Katsoupis operates masterfully behind the camera to entrench viewers in Nemo’s shoes. His intimate framing creates an intoxicating claustrophobia, capturing every bead of sweat and pained facial expression in excruciating detail as Nemo falls further into self-destruction. There is also a palpable sense of disorientation in Katsoupis’s work; the blending of day and time serves as a deft portrait of the character’s growing weariness amidst dire circumstances.
The director’s deft creative choices form a lively backdrop within the one-room setting. Katsoupis’s visuals embrace the human degradation that drives Inside forward, skillfully expressing that concept through the destruction of a sleek apartment space into an incoherent trash heap composed of Nemo’s rambling ideas. For a movie that could have easily relied upon its writing and acting to carry the heavy lifting, it’s impressive seeing how Katsoupis elevates the material.

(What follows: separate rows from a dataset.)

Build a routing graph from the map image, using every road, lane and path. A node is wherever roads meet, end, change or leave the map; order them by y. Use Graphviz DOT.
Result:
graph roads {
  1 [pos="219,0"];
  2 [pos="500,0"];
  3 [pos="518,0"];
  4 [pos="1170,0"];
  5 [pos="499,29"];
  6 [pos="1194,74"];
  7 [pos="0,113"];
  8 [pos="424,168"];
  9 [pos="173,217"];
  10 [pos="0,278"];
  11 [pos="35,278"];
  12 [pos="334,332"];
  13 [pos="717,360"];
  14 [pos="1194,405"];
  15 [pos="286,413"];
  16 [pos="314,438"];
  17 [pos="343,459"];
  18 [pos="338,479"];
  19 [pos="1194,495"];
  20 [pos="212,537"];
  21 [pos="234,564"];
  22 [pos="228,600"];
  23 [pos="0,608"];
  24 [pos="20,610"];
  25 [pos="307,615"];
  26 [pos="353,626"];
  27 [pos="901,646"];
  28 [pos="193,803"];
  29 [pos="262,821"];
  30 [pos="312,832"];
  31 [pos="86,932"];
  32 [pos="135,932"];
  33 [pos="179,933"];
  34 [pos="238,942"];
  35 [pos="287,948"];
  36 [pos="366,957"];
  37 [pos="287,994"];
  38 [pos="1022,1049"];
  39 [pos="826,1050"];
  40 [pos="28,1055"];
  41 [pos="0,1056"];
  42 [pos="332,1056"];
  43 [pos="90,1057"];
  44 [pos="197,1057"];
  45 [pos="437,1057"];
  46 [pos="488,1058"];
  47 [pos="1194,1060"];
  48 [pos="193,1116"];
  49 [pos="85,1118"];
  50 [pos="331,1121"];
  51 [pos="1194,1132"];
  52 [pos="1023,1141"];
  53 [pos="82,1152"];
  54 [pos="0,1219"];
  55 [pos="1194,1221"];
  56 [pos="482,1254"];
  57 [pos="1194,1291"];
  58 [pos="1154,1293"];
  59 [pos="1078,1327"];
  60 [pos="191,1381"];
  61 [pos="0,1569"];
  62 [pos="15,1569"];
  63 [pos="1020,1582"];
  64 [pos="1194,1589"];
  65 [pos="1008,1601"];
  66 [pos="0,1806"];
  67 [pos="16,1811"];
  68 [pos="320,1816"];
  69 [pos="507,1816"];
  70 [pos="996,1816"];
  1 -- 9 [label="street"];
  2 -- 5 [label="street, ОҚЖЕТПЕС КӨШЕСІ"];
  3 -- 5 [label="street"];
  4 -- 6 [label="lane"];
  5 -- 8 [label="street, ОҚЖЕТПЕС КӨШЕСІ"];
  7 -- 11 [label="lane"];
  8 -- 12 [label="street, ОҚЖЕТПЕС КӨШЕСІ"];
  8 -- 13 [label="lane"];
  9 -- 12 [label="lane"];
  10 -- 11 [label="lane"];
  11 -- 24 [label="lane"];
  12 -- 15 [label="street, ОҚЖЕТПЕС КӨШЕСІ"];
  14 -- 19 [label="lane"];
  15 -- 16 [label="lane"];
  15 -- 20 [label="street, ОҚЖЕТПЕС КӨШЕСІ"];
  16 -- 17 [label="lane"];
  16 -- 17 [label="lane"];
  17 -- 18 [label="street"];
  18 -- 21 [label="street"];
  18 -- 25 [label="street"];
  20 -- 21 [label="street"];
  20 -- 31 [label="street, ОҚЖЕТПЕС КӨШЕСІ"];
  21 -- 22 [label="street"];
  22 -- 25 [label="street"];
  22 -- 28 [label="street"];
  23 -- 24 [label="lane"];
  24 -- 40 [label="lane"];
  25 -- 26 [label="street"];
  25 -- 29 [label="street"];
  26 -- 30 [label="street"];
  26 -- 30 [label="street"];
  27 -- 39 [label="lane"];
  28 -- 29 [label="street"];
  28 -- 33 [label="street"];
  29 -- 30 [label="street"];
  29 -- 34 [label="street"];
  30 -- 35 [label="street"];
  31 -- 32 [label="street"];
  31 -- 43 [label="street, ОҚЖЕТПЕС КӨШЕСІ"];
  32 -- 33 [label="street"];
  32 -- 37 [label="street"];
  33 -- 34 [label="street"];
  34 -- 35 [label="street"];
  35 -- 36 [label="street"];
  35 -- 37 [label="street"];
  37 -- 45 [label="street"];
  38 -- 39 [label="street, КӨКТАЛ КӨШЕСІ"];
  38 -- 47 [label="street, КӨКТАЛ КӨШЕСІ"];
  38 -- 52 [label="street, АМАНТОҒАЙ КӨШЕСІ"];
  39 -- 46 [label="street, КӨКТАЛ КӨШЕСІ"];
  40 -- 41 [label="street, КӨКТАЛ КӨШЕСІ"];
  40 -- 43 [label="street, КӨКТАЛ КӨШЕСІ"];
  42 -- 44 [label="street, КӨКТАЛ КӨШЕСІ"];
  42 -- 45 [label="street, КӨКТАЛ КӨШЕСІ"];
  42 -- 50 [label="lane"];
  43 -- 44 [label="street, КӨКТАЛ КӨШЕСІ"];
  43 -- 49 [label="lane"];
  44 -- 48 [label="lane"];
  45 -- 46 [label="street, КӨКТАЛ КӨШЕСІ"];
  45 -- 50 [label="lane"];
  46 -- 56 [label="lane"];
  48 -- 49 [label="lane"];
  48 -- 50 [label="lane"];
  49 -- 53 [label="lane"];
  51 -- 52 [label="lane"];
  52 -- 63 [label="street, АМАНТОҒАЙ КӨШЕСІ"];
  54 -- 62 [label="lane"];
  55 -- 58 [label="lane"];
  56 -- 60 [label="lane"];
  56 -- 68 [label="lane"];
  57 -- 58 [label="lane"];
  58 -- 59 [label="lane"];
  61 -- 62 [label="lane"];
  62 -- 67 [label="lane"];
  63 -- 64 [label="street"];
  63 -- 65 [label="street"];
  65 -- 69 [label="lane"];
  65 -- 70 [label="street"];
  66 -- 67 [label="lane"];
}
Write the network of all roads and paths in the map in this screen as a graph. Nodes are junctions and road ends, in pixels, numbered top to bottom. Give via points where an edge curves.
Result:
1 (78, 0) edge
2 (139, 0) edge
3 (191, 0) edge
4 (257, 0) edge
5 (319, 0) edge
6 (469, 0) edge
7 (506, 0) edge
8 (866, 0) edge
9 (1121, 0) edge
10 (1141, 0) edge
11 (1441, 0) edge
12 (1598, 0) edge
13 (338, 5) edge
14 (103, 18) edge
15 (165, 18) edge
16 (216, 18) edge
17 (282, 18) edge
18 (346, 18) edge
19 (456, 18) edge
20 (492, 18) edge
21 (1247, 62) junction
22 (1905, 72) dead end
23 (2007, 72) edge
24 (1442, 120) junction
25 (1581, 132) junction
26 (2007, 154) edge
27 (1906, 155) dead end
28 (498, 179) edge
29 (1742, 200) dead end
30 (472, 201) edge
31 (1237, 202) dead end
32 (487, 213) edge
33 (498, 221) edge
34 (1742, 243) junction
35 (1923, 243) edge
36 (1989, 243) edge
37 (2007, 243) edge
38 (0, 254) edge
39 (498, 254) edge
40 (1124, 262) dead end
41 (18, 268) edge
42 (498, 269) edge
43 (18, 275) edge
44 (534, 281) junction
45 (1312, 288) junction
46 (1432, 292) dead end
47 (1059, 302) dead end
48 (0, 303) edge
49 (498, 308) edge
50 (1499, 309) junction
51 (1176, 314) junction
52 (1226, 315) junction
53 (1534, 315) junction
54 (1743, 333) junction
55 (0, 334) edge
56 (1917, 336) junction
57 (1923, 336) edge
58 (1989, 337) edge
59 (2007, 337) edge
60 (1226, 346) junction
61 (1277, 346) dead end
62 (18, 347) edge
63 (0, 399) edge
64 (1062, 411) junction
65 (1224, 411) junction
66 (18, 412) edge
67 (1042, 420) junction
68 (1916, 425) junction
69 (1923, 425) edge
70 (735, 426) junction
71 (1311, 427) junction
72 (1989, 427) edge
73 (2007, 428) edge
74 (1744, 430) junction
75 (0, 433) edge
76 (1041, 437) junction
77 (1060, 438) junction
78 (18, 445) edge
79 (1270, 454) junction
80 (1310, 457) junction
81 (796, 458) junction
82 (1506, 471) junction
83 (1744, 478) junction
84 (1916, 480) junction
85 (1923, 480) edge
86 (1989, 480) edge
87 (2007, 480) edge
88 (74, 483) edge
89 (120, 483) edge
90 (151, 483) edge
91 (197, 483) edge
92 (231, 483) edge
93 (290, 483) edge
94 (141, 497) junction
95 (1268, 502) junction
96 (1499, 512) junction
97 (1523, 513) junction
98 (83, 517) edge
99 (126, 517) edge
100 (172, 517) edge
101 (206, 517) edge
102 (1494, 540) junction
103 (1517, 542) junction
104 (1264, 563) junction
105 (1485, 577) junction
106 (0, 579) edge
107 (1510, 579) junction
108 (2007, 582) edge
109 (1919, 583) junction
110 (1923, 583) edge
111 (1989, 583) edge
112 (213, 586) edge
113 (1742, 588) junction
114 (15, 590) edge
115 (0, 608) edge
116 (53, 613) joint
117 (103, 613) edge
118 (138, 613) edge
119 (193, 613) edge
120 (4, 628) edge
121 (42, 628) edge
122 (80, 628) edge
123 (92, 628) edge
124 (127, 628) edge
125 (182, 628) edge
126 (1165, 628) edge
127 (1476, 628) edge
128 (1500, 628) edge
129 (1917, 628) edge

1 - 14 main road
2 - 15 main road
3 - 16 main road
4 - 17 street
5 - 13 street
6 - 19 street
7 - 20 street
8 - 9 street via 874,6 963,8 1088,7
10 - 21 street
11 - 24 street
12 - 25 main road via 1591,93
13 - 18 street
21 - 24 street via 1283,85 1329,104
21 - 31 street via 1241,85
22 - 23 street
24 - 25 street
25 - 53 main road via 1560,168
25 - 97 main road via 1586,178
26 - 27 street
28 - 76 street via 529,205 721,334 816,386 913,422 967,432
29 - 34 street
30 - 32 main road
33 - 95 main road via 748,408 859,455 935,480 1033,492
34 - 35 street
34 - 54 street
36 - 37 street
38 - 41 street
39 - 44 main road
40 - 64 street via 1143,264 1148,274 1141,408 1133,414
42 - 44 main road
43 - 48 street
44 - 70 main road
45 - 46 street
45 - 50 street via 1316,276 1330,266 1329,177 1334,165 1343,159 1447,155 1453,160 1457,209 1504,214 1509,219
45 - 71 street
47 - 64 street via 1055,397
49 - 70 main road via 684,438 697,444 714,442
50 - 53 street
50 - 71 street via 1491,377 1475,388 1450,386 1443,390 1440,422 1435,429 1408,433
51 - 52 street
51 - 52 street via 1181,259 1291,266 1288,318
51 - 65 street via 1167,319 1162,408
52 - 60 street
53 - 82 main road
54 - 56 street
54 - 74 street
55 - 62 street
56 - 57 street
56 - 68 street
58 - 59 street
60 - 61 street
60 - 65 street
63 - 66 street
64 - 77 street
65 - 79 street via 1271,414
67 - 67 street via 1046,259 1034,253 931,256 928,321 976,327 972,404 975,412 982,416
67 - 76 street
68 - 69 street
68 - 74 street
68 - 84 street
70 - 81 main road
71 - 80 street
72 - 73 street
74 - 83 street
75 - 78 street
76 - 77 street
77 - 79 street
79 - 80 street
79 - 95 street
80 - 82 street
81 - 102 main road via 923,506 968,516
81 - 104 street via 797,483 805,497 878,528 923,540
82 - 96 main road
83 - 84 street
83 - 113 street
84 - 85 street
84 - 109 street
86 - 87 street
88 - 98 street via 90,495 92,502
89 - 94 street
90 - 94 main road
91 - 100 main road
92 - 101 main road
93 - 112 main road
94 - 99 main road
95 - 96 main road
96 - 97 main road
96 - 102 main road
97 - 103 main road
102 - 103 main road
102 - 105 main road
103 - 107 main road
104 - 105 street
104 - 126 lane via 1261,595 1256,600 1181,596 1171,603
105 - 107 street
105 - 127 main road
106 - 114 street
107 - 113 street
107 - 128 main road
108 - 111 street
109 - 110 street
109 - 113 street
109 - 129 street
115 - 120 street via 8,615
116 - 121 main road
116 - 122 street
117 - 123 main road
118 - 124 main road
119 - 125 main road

Still, Inside’s successes are primarily attributed to star Willem Dafoe. I could frankly watch Dafoe eat a sandwich for an hour and a half and remain magnetized by his presence onscreen. Across his four-decade career, Dafoe remains one of the industry’s best character actors, boasting a particular penchant for encapsulating the consuming mania of a character sinking into psychosis (Platoon, Spider-Man, and The Lighthouse are a few great examples). That innate ability is a perfect fit for conveying Nemo’s pained journey.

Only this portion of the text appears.